### What you are asked to do
Produce a verbatim transcript of the entries below, excluding pictures.

### Data provided

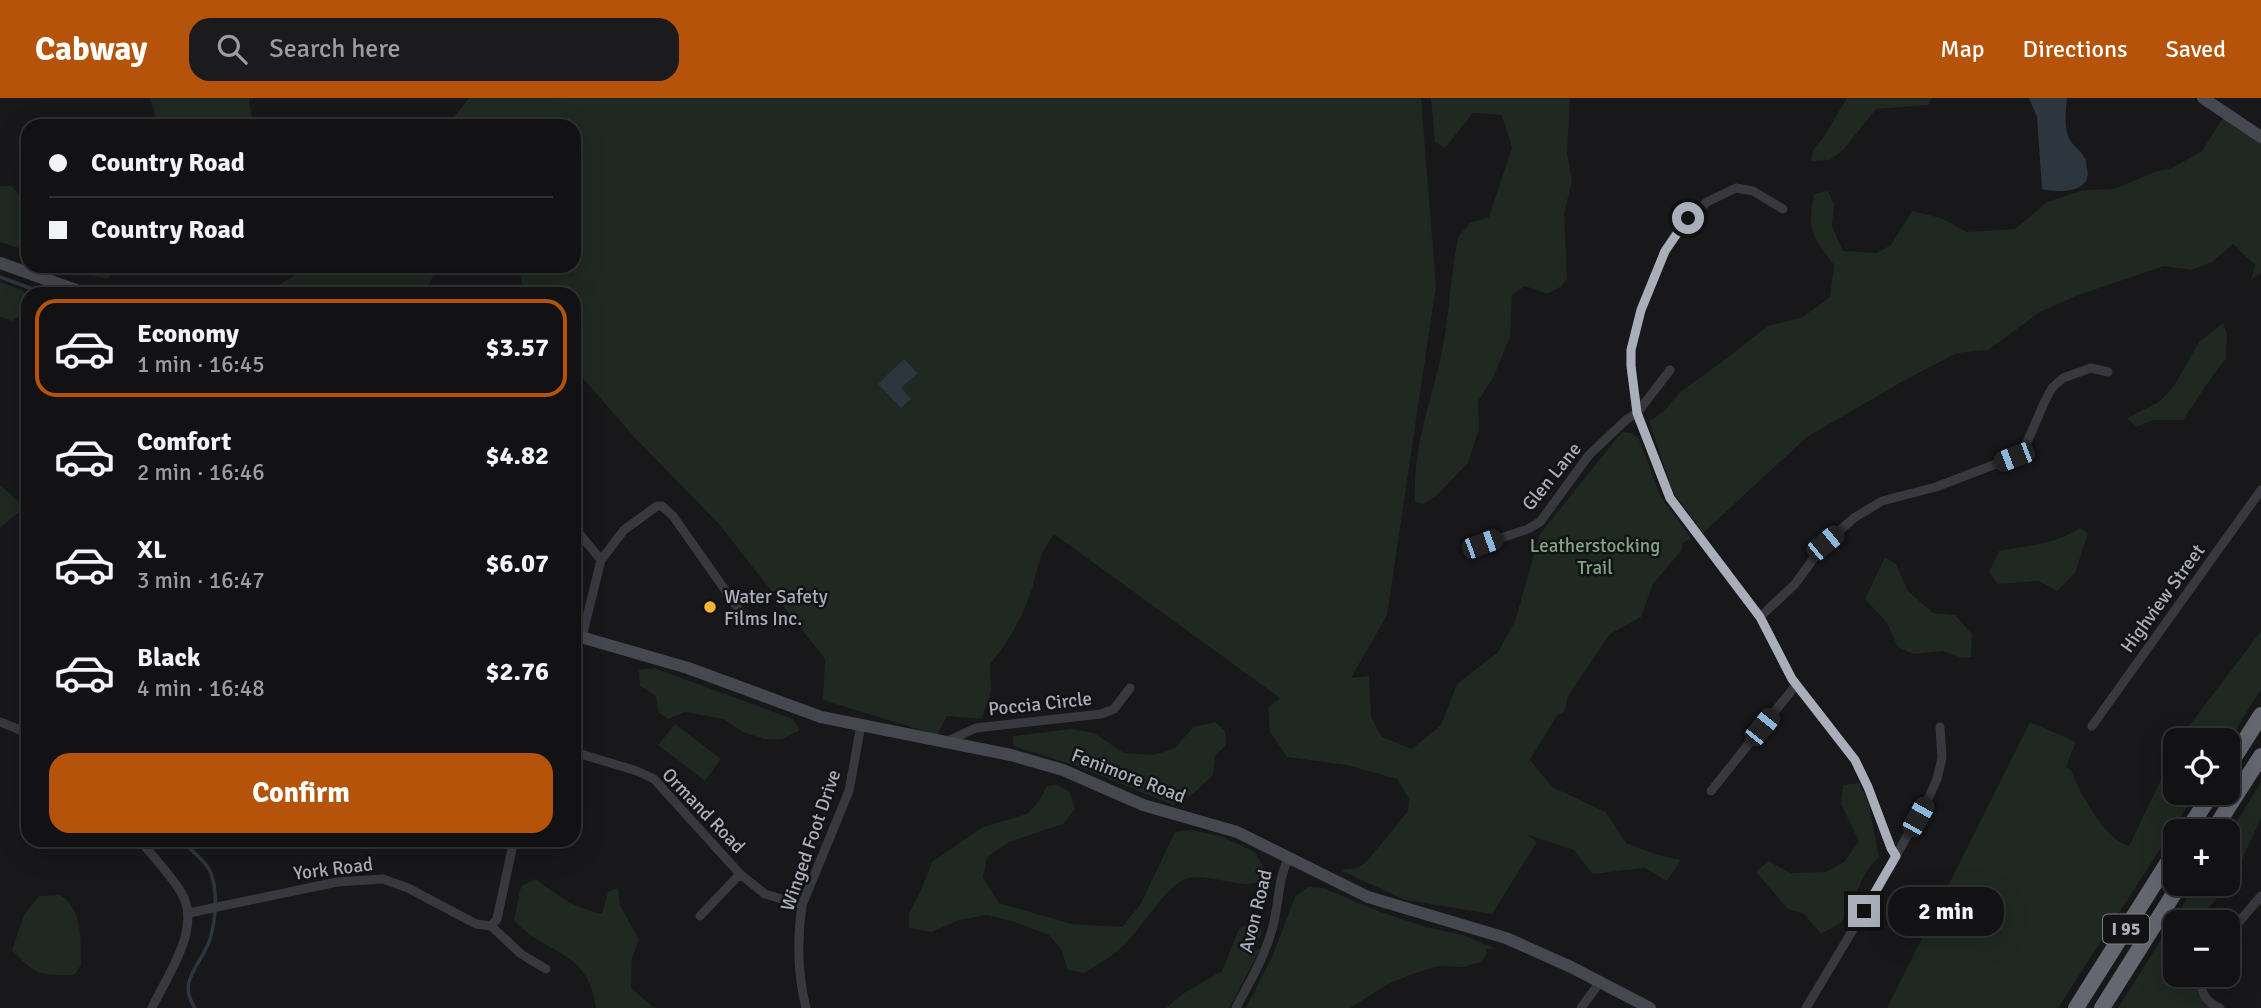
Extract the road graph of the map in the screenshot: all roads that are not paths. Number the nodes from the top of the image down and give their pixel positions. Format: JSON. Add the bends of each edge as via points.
{"nodes":[{"id":1,"x":2203,"y":98,"type":"edge"},
{"id":2,"x":2261,"y":137,"type":"edge"},
{"id":3,"x":1783,"y":209,"type":"dead end"},
{"id":4,"x":0,"y":263,"type":"edge"},
{"id":5,"x":21,"y":270,"type":"edge"},
{"id":6,"x":28,"y":273,"type":"edge"},
{"id":7,"x":67,"y":287,"type":"edge"},
{"id":8,"x":1670,"y":370,"type":"dead end"},
{"id":9,"x":2108,"y":372,"type":"dead end"},
{"id":10,"x":1637,"y":413,"type":"junction"},
{"id":11,"x":2261,"y":490,"type":"edge"},
{"id":12,"x":581,"y":536,"type":"edge"},
{"id":13,"x":1482,"y":544,"type":"dead end"},
{"id":14,"x":601,"y":560,"type":"junction"},
{"id":15,"x":742,"y":614,"type":"dead end"},
{"id":16,"x":1760,"y":617,"type":"junction"},
{"id":17,"x":581,"y":626,"type":"edge"},
{"id":18,"x":581,"y":637,"type":"edge"},
{"id":19,"x":1796,"y":685,"type":"junction"},
{"id":20,"x":1130,"y":688,"type":"dead end"},
{"id":21,"x":2261,"y":715,"type":"edge"},
{"id":22,"x":0,"y":722,"type":"edge"},
{"id":23,"x":861,"y":725,"type":"junction"},
{"id":24,"x":2092,"y":726,"type":"dead end"},
{"id":25,"x":1940,"y":727,"type":"dead end"},
{"id":26,"x":21,"y":730,"type":"edge"},
{"id":27,"x":945,"y":742,"type":"junction"},
{"id":28,"x":2240,"y":748,"type":"edge"},
{"id":29,"x":581,"y":754,"type":"edge"},
{"id":30,"x":2261,"y":756,"type":"edge"},
{"id":31,"x":1711,"y":791,"type":"dead end"},
{"id":32,"x":2221,"y":819,"type":"edge"},
{"id":33,"x":146,"y":847,"type":"edge"},
{"id":34,"x":512,"y":847,"type":"edge"},
{"id":35,"x":1896,"y":856,"type":"junction"},
{"id":36,"x":1288,"y":859,"type":"junction"},
{"id":37,"x":2163,"y":870,"type":"edge"},
{"id":38,"x":740,"y":873,"type":"junction"},
{"id":39,"x":2172,"y":896,"type":"edge"},
{"id":40,"x":2261,"y":896,"type":"edge"},
{"id":41,"x":802,"y":905,"type":"junction"},
{"id":42,"x":189,"y":913,"type":"junction"},
{"id":43,"x":700,"y":916,"type":"dead end"},
{"id":44,"x":2240,"y":921,"type":"edge"},
{"id":45,"x":491,"y":926,"type":"junction"},
{"id":46,"x":546,"y":969,"type":"dead end"},
{"id":47,"x":1600,"y":982,"type":"junction"},
{"id":48,"x":2200,"y":987,"type":"edge"},
{"id":49,"x":152,"y":1008,"type":"edge"},
{"id":50,"x":806,"y":1008,"type":"edge"},
{"id":51,"x":1236,"y":1008,"type":"edge"},
{"id":52,"x":1581,"y":1008,"type":"edge"},
{"id":53,"x":1650,"y":1008,"type":"edge"},
{"id":54,"x":1806,"y":1008,"type":"edge"},
{"id":55,"x":2076,"y":1008,"type":"edge"},
{"id":56,"x":2102,"y":1008,"type":"edge"},
{"id":57,"x":2220,"y":1008,"type":"edge"}],
"edges":[{"from":1,"to":2,"type":"street"},
{"from":3,"to":10,"type":"street","via":[[1753,191],[1736,188],[1707,202],[1679,228],[1641,310],[1631,350]]},
{"from":4,"to":5,"type":"street"},
{"from":6,"to":7,"type":"street"},
{"from":8,"to":10,"type":"street","name":"Glen Lane"},
{"from":9,"to":16,"type":"street","via":[[2091,368],[2063,378],[2044,403],[2025,447],[2014,457],[1936,487],[1882,501],[1854,518],[1825,543],[1795,584]]},
{"from":10,"to":13,"type":"street","name":"Glen Lane","via":[[1589,455],[1540,522]]},
{"from":10,"to":16,"type":"street","via":[[1670,498]]},
{"from":11,"to":24,"type":"street","name":"Highview Street"},
{"from":12,"to":14,"type":"street"},
{"from":14,"to":15,"type":"street","via":[[624,530],[662,506]]},
{"from":14,"to":17,"type":"street"},
{"from":16,"to":19,"type":"street"},
{"from":18,"to":23,"type":"street","name":"Fenimore Road","via":[[688,668],[821,717]]},
{"from":19,"to":31,"type":"street"},
{"from":19,"to":35,"type":"street","via":[[1855,760]]},
{"from":20,"to":27,"type":"street","name":"Poccia Circle","via":[[1114,709],[1101,714],[983,727]]},
{"from":21,"to":28,"type":"highway"},
{"from":22,"to":26,"type":"street"},
{"from":23,"to":27,"type":"street","name":"Fenimore Road"},
{"from":23,"to":41,"type":"street","name":"Winged Foot Drive","via":[[849,791]]},
{"from":25,"to":35,"type":"street","via":[[1942,758],[1937,779]]},
{"from":27,"to":36,"type":"street","name":"Fenimore Road","via":[[1063,770],[1143,805],[1237,832]]},
{"from":29,"to":38,"type":"street","name":"Ormand Road","via":[[654,779]]},
{"from":30,"to":32,"type":"highway"},
{"from":33,"to":42,"type":"street","via":[[182,893]]},
{"from":34,"to":45,"type":"street","via":[[497,919]]},
{"from":35,"to":54,"type":"street"},
{"from":36,"to":47,"type":"street","name":"Fenimore Road","via":[[1368,897],[1506,938]]},
{"from":36,"to":51,"type":"street","name":"Avon Road","via":[[1265,953]]},
{"from":37,"to":55,"type":"highway","number":"I 95"},
{"from":38,"to":41,"type":"street","name":"Ormand Road","via":[[765,894]]},
{"from":38,"to":43,"type":"street"},
{"from":39,"to":56,"type":"highway","number":"I 95"},
{"from":40,"to":44,"type":"street"},
{"from":41,"to":50,"type":"street","name":"Winged Foot Drive","via":[[800,971]]},
{"from":42,"to":45,"type":"street","name":"York Road","via":[[350,880],[383,879],[476,924]]},
{"from":42,"to":49,"type":"street","via":[[176,961]]},
{"from":45,"to":46,"type":"street","name":"York Road","via":[[521,954]]},
{"from":47,"to":52,"type":"street"},
{"from":47,"to":53,"type":"street","name":"Fenimore Road"},
{"from":48,"to":57,"type":"street","via":[[2206,1000]]}]}
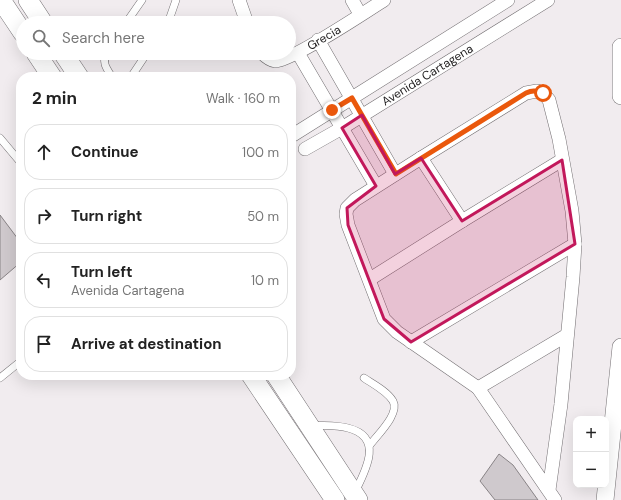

### Response to this task
Extract the road graph of the map in the screenshot: all roads that are not paths. Number the nodes from the top of the image down and give their pixel positions. Format: JSON. Add the bends of each edge as via points.
{"nodes":[{"id":1,"x":2203,"y":98,"type":"edge"},
{"id":2,"x":2261,"y":137,"type":"edge"},
{"id":3,"x":1783,"y":209,"type":"dead end"},
{"id":4,"x":0,"y":263,"type":"edge"},
{"id":5,"x":21,"y":270,"type":"edge"},
{"id":6,"x":28,"y":273,"type":"edge"},
{"id":7,"x":67,"y":287,"type":"edge"},
{"id":8,"x":1670,"y":370,"type":"dead end"},
{"id":9,"x":2108,"y":372,"type":"dead end"},
{"id":10,"x":1637,"y":413,"type":"junction"},
{"id":11,"x":2261,"y":490,"type":"edge"},
{"id":12,"x":581,"y":536,"type":"edge"},
{"id":13,"x":1482,"y":544,"type":"dead end"},
{"id":14,"x":601,"y":560,"type":"junction"},
{"id":15,"x":742,"y":614,"type":"dead end"},
{"id":16,"x":1760,"y":617,"type":"junction"},
{"id":17,"x":581,"y":626,"type":"edge"},
{"id":18,"x":581,"y":637,"type":"edge"},
{"id":19,"x":1796,"y":685,"type":"junction"},
{"id":20,"x":1130,"y":688,"type":"dead end"},
{"id":21,"x":2261,"y":715,"type":"edge"},
{"id":22,"x":0,"y":722,"type":"edge"},
{"id":23,"x":861,"y":725,"type":"junction"},
{"id":24,"x":2092,"y":726,"type":"dead end"},
{"id":25,"x":1940,"y":727,"type":"dead end"},
{"id":26,"x":21,"y":730,"type":"edge"},
{"id":27,"x":945,"y":742,"type":"junction"},
{"id":28,"x":2240,"y":748,"type":"edge"},
{"id":29,"x":581,"y":754,"type":"edge"},
{"id":30,"x":2261,"y":756,"type":"edge"},
{"id":31,"x":1711,"y":791,"type":"dead end"},
{"id":32,"x":2221,"y":819,"type":"edge"},
{"id":33,"x":146,"y":847,"type":"edge"},
{"id":34,"x":512,"y":847,"type":"edge"},
{"id":35,"x":1896,"y":856,"type":"junction"},
{"id":36,"x":1288,"y":859,"type":"junction"},
{"id":37,"x":2163,"y":870,"type":"edge"},
{"id":38,"x":740,"y":873,"type":"junction"},
{"id":39,"x":2172,"y":896,"type":"edge"},
{"id":40,"x":2261,"y":896,"type":"edge"},
{"id":41,"x":802,"y":905,"type":"junction"},
{"id":42,"x":189,"y":913,"type":"junction"},
{"id":43,"x":700,"y":916,"type":"dead end"},
{"id":44,"x":2240,"y":921,"type":"edge"},
{"id":45,"x":491,"y":926,"type":"junction"},
{"id":46,"x":546,"y":969,"type":"dead end"},
{"id":47,"x":1600,"y":982,"type":"junction"},
{"id":48,"x":2200,"y":987,"type":"edge"},
{"id":49,"x":152,"y":1008,"type":"edge"},
{"id":50,"x":806,"y":1008,"type":"edge"},
{"id":51,"x":1236,"y":1008,"type":"edge"},
{"id":52,"x":1581,"y":1008,"type":"edge"},
{"id":53,"x":1650,"y":1008,"type":"edge"},
{"id":54,"x":1806,"y":1008,"type":"edge"},
{"id":55,"x":2076,"y":1008,"type":"edge"},
{"id":56,"x":2102,"y":1008,"type":"edge"},
{"id":57,"x":2220,"y":1008,"type":"edge"}],
"edges":[{"from":1,"to":2,"type":"street"},
{"from":3,"to":10,"type":"street","via":[[1753,191],[1736,188],[1707,202],[1679,228],[1641,310],[1631,350]]},
{"from":4,"to":5,"type":"street"},
{"from":6,"to":7,"type":"street"},
{"from":8,"to":10,"type":"street","name":"Glen Lane"},
{"from":9,"to":16,"type":"street","via":[[2091,368],[2063,378],[2044,403],[2025,447],[2014,457],[1936,487],[1882,501],[1854,518],[1825,543],[1795,584]]},
{"from":10,"to":13,"type":"street","name":"Glen Lane","via":[[1589,455],[1540,522]]},
{"from":10,"to":16,"type":"street","via":[[1670,498]]},
{"from":11,"to":24,"type":"street","name":"Highview Street"},
{"from":12,"to":14,"type":"street"},
{"from":14,"to":15,"type":"street","via":[[624,530],[662,506]]},
{"from":14,"to":17,"type":"street"},
{"from":16,"to":19,"type":"street"},
{"from":18,"to":23,"type":"street","name":"Fenimore Road","via":[[688,668],[821,717]]},
{"from":19,"to":31,"type":"street"},
{"from":19,"to":35,"type":"street","via":[[1855,760]]},
{"from":20,"to":27,"type":"street","name":"Poccia Circle","via":[[1114,709],[1101,714],[983,727]]},
{"from":21,"to":28,"type":"highway"},
{"from":22,"to":26,"type":"street"},
{"from":23,"to":27,"type":"street","name":"Fenimore Road"},
{"from":23,"to":41,"type":"street","name":"Winged Foot Drive","via":[[849,791]]},
{"from":25,"to":35,"type":"street","via":[[1942,758],[1937,779]]},
{"from":27,"to":36,"type":"street","name":"Fenimore Road","via":[[1063,770],[1143,805],[1237,832]]},
{"from":29,"to":38,"type":"street","name":"Ormand Road","via":[[654,779]]},
{"from":30,"to":32,"type":"highway"},
{"from":33,"to":42,"type":"street","via":[[182,893]]},
{"from":34,"to":45,"type":"street","via":[[497,919]]},
{"from":35,"to":54,"type":"street"},
{"from":36,"to":47,"type":"street","name":"Fenimore Road","via":[[1368,897],[1506,938]]},
{"from":36,"to":51,"type":"street","name":"Avon Road","via":[[1265,953]]},
{"from":37,"to":55,"type":"highway","number":"I 95"},
{"from":38,"to":41,"type":"street","name":"Ormand Road","via":[[765,894]]},
{"from":38,"to":43,"type":"street"},
{"from":39,"to":56,"type":"highway","number":"I 95"},
{"from":40,"to":44,"type":"street"},
{"from":41,"to":50,"type":"street","name":"Winged Foot Drive","via":[[800,971]]},
{"from":42,"to":45,"type":"street","name":"York Road","via":[[350,880],[383,879],[476,924]]},
{"from":42,"to":49,"type":"street","via":[[176,961]]},
{"from":45,"to":46,"type":"street","name":"York Road","via":[[521,954]]},
{"from":47,"to":52,"type":"street"},
{"from":47,"to":53,"type":"street","name":"Fenimore Road"},
{"from":48,"to":57,"type":"street","via":[[2206,1000]]}]}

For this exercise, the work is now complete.